Air New Zealand explores 3D printing of metal aircraft parts with Zenith Tecnica
Air New Zealand ventures into 3D printing of metal aircrafts. The company has been collaborating with Zenith Technica to evaluate to what extent it can manufacture 3D printed metal parts for aircrafts and tools.
Zenith Technica’s expertise relies in the design and fabrication of 3D printed titanium and other metals using electron beam melting (EBM). For its first experience the airline company is really pleased to collaborate with a local operator, very accessible in terms of services and distance. Air New Zealand also benefits from the service of GE Additive to learn new things in this environment.
Anyway, during the initial phases of their collaboration, the team has printed prototype metal framing for Air New Zealand’s Business Premier cabin, in order to test new concepts and ideas.
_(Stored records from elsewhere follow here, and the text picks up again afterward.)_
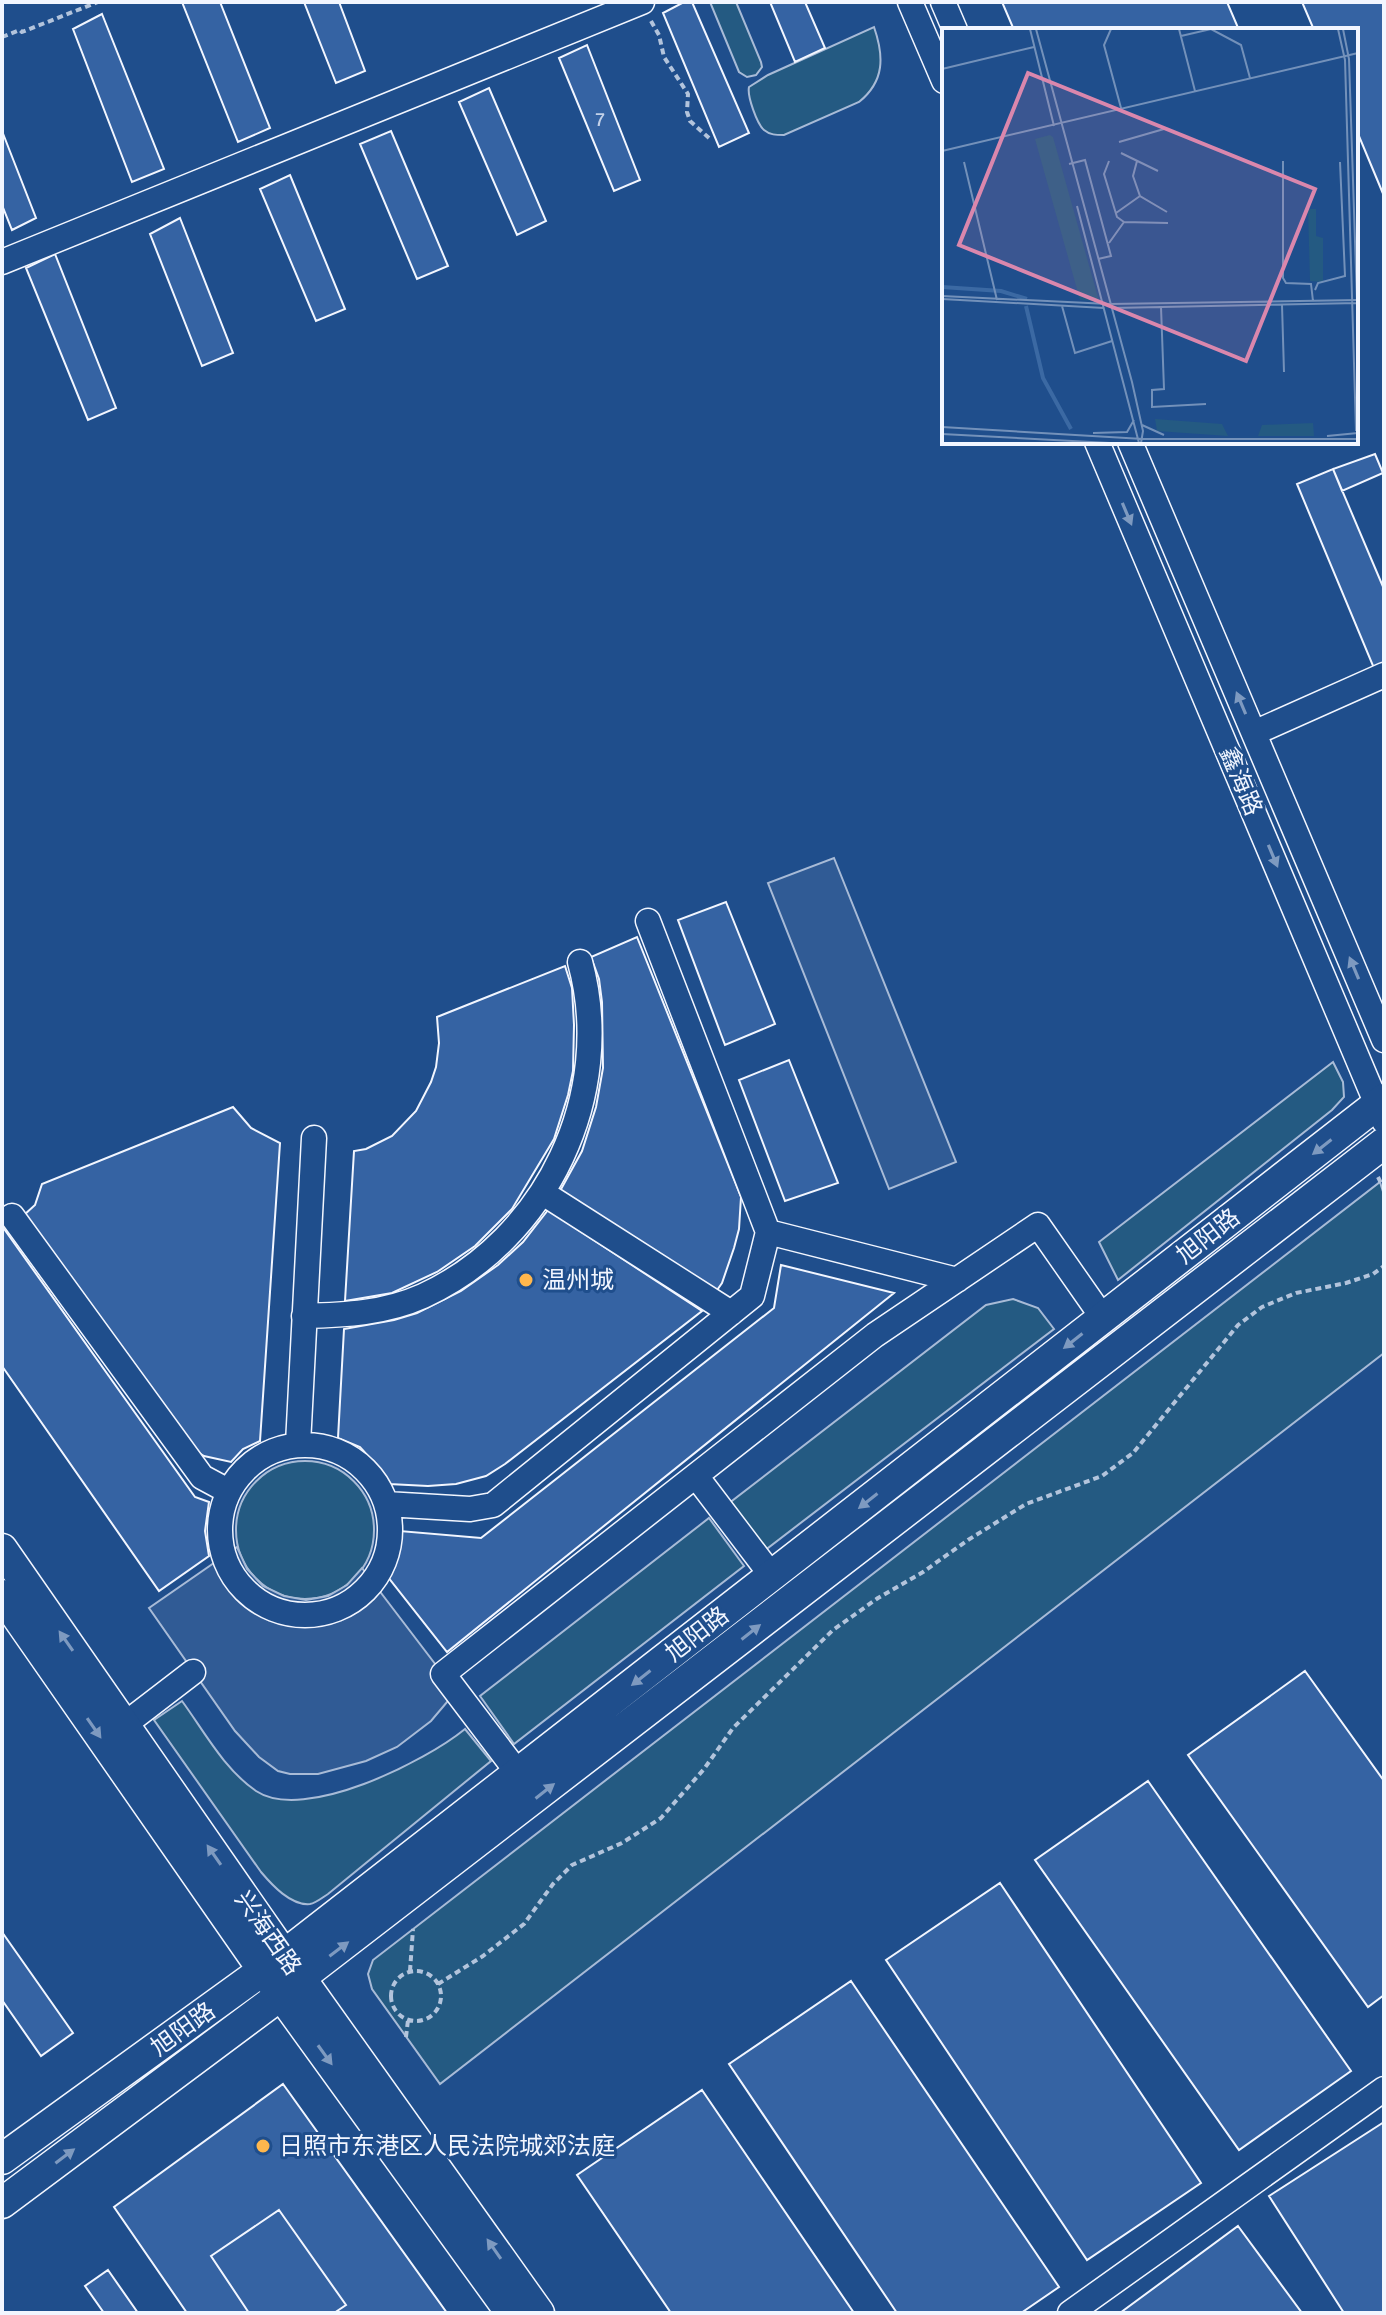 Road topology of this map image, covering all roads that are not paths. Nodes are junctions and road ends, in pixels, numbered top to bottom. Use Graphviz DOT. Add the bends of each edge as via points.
graph roads {
  1 [pos="641,2"];
  2 [pos="910,2"];
  3 [pos="943,2"];
  4 [pos="954,28"];
  5 [pos="942,76"];
  6 [pos="2,262"];
  7 [pos="1098,444"];
  8 [pos="1131,444"];
  9 [pos="1384,675"];
  10 [pos="1254,733"];
  11 [pos="648,921"];
  12 [pos="580,962"];
  13 [pos="1384,1040"];
  14 [pos="1382,1108"];
  15 [pos="314,1138"];
  16 [pos="1384,1143"];
  17 [pos="543,1193"];
  18 [pos="12,1216"];
  19 [pos="768,1232"];
  20 [pos="957,1280"];
  21 [pos="731,1313"];
  22 [pos="304,1316"];
  23 [pos="1103,1318"];
  24 [pos="298,1444"];
  25 [pos="696,1476"];
  26 [pos="228,1491"];
  27 [pos="386,1504"];
  28 [pos="2,1549"];
  29 [pos="772,1576"];
  30 [pos="2,1595"];
  31 [pos="193,1672"];
  32 [pos="124,1725"];
  33 [pos="518,1773"];
  34 [pos="282,1975"];
  35 [pos="1384,2089"];
  36 [pos="2,2159"];
  37 [pos="2,2203"];
  38 [pos="511,2313"];
  39 [pos="539,2313"];
  40 [pos="1070,2313"];
  1 -- 6 [label="street"];
  2 -- 5 [label="street"];
  3 -- 4 [label="street"];
  7 -- 14 [label="street, 鑫海路, one-way"];
  10 -- 8 [label="street, 鑫海路, one-way"];
  9 -- 10 [label="street"];
  13 -- 10 [label="street, 鑫海路, one-way"];
  11 -- 19 [label="street"];
  12 -- 17 [label="street" via="590,1038 583,1099"];
  14 -- 23 [label="main road, 旭阳路, one-way"];
  15 -- 22 [label="street"];
  34 -- 16 [label="main road, 旭阳路, one-way"];
  17 -- 21 [label="street"];
  17 -- 22 [label="street" via="498,1248 422,1297 369,1312"];
  18 -- 26 [label="street" via="202,1477"];
  19 -- 20 [label="street"];
  19 -- 21 [label="street" via="752,1296"];
  20 -- 23 [label="street" via="1038,1225"];
  20 -- 25 [label="street" via="875,1335"];
  21 -- 27 [label="street" via="493,1505 470,1509"];
  22 -- 24 [label="street"];
  23 -- 29 [label="main road, 旭阳路, one-way"];
  24 -- 26 [label="street" via="258,1459"];
  24 -- 27 [label="street" via="327,1447 353,1459 374,1480"];
  25 -- 29 [label="street"];
  25 -- 33 [label="street" via="443,1674"];
  26 -- 27 [label="street" via="220,1519 221,1548 232,1575 251,1597 275,1610 302,1615 329,1612 373,1582 390,1531"];
  32 -- 28 [label="main road, 兴海西路, one-way"];
  29 -- 33 [label="main road, 旭阳路, one-way"];
  30 -- 34 [label="main road, 兴海西路, one-way"];
  31 -- 32 [label="street"];
  34 -- 32 [label="main road, 兴海西路, one-way"];
  33 -- 34 [label="main road, 旭阳路"];
  34 -- 36 [label="main road, 旭阳路"];
  37 -- 34 [label="main road, 旭阳路, one-way"];
  34 -- 38 [label="main road, 兴海西路, one-way"];
  39 -- 34 [label="main road, 兴海西路, one-way"];
  35 -- 40 [label="street"];
} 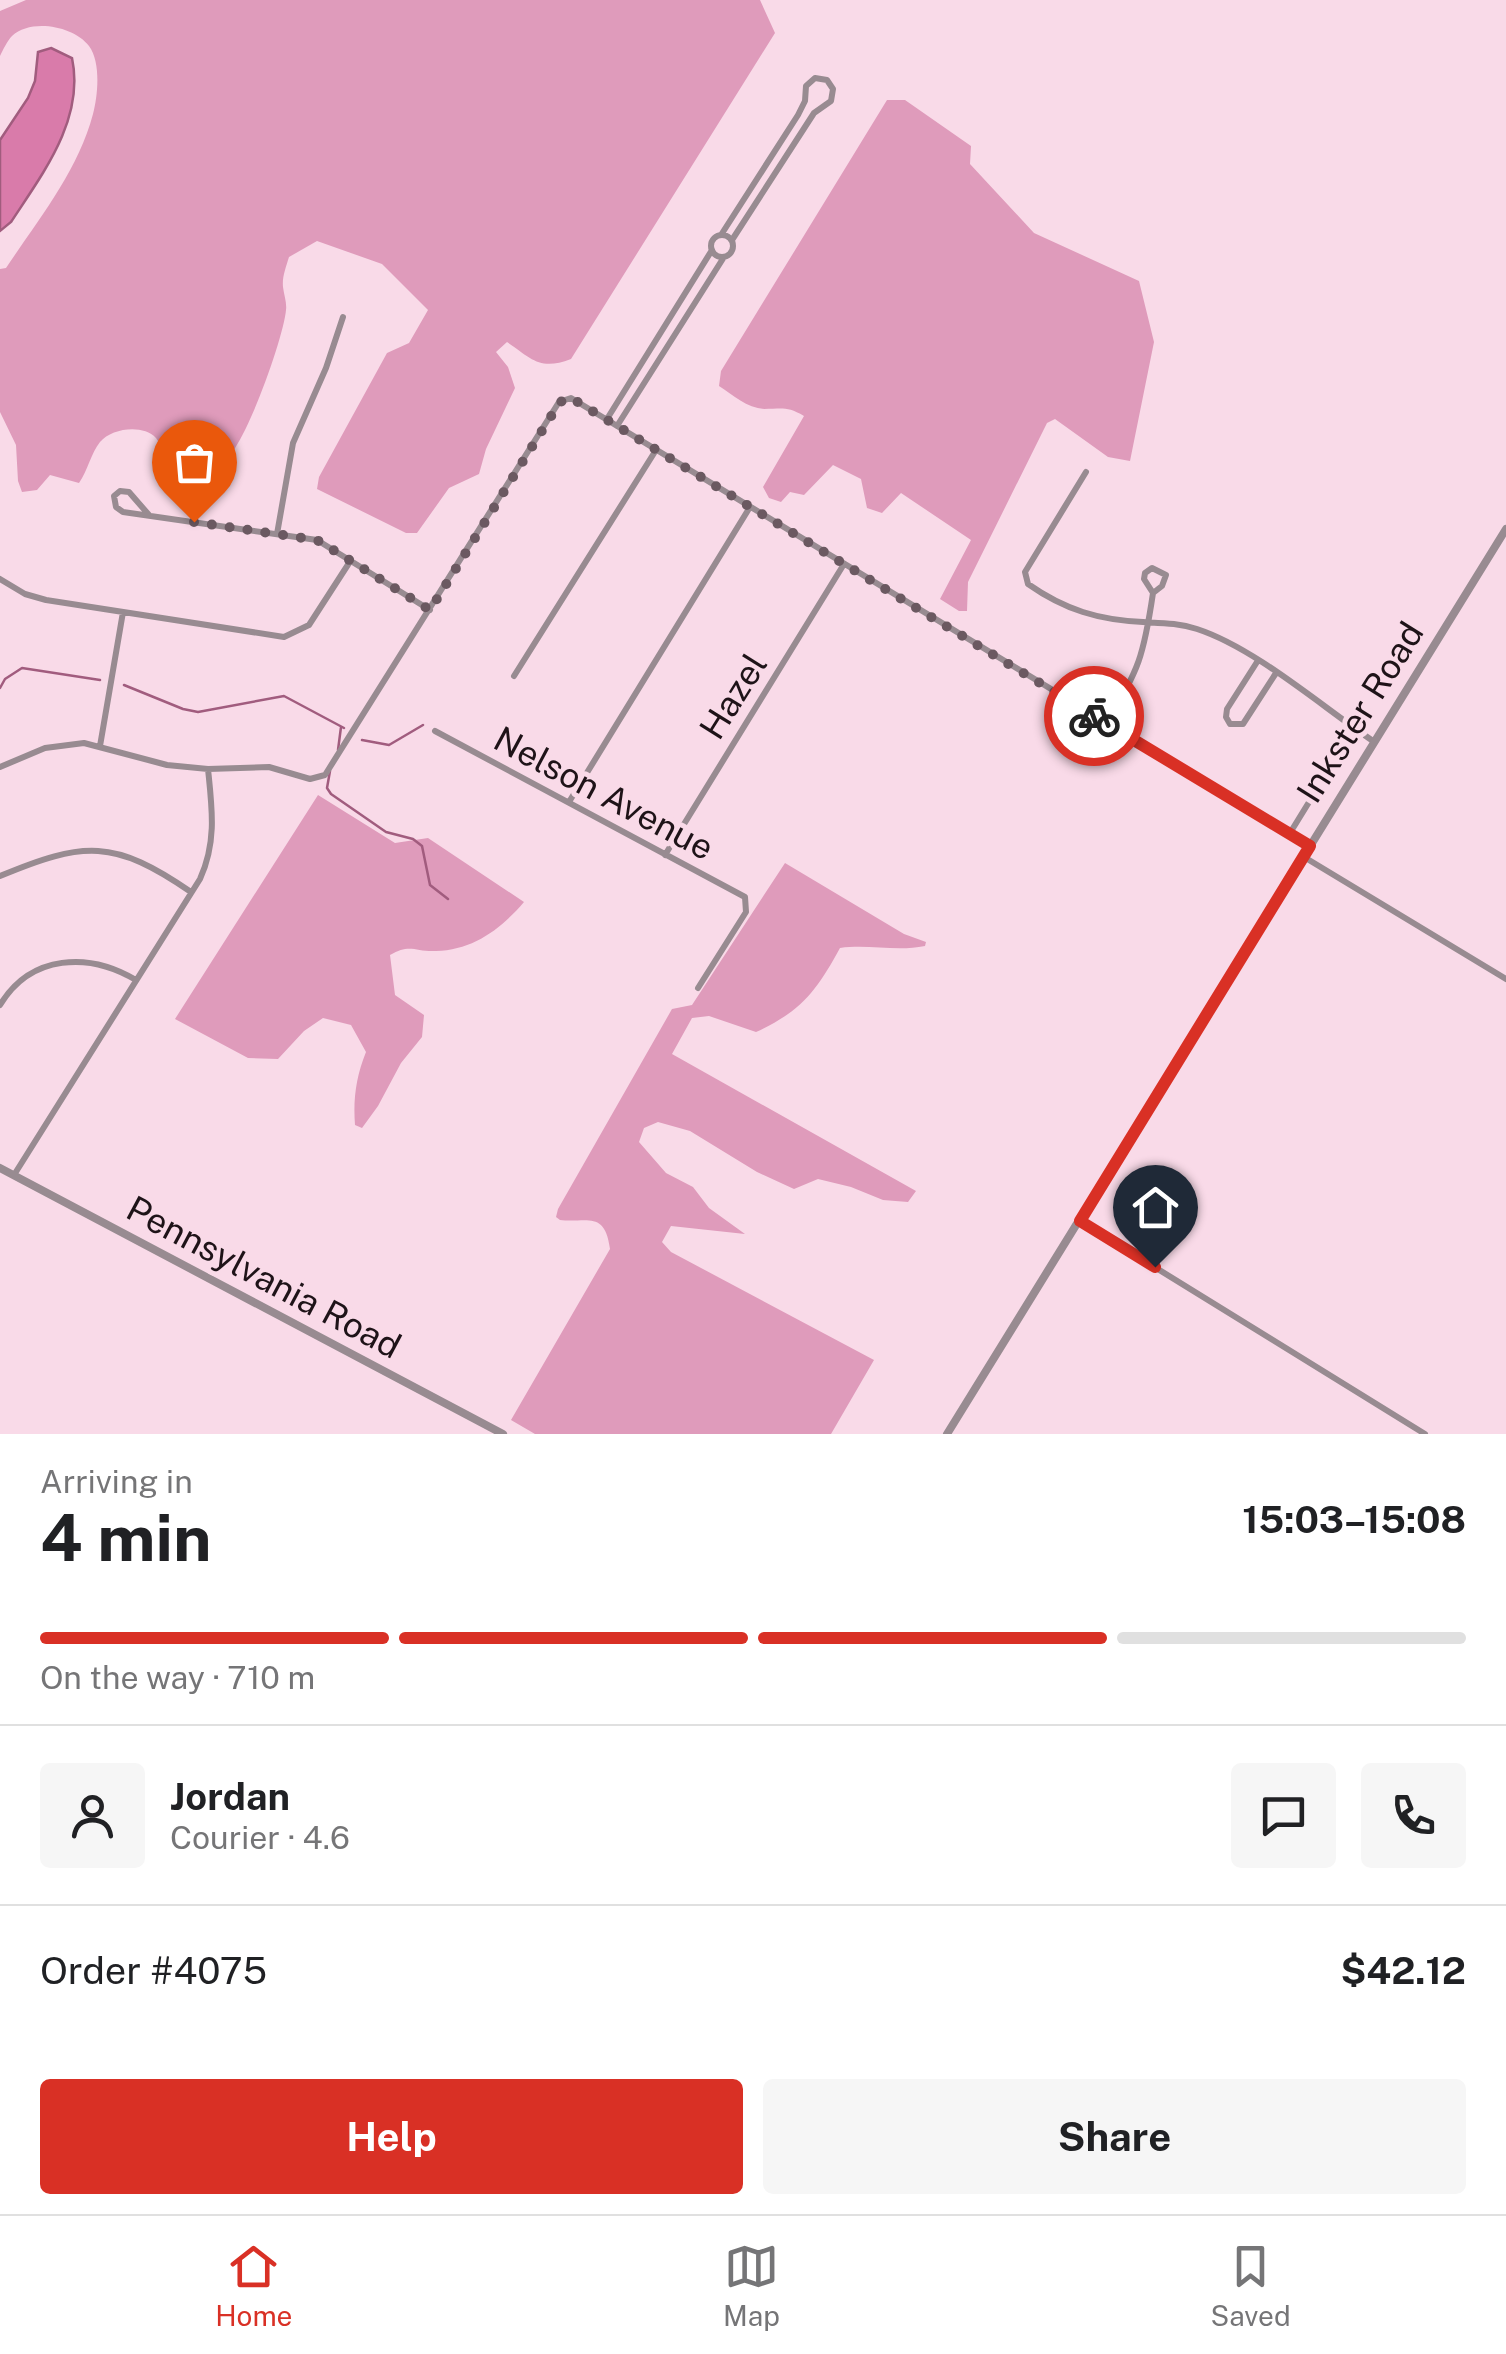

Furthermore, they have also manufactured new wine aerators.
It should be noted that, these first stages also demonstrate the strength, versality and potential of titanium, a very coveted material in 3D printing of parts for aircraft applications. (Read the April issue of 3D Adept Mag to discover the advantages and the limitations of this material – Page 16) .
“Aircraft interiors are made up of tens of thousands of parts, and the ability to 3D print on demand lightweight parts we only require a small number of, rather than rely on traditional manufacturing methods is of huge benefit to our business, without compromising safety, strength or durability.”
A way to accelerate local adoption of 3D printing for aviation
This collaboration between two companies of the same country does not only strengthen the economy of the country but also foster the adoption of 3D printing in this sector.
However, note that “Air New Zealand first began its foray into the area of 3D printing in 2016 and has now moved into items like improved small parts for IFE screens which save cost and time, as well as working with new partners such as ST Engineering Aerospace on more advanced parts. The airline is also exploring the boundaries of new processes with Auckland University, Victoria University of Wellington and other technology companies. Most recently it has been using a 3D laser scanner for creating parts’ designs, tool designs and interior modelling.”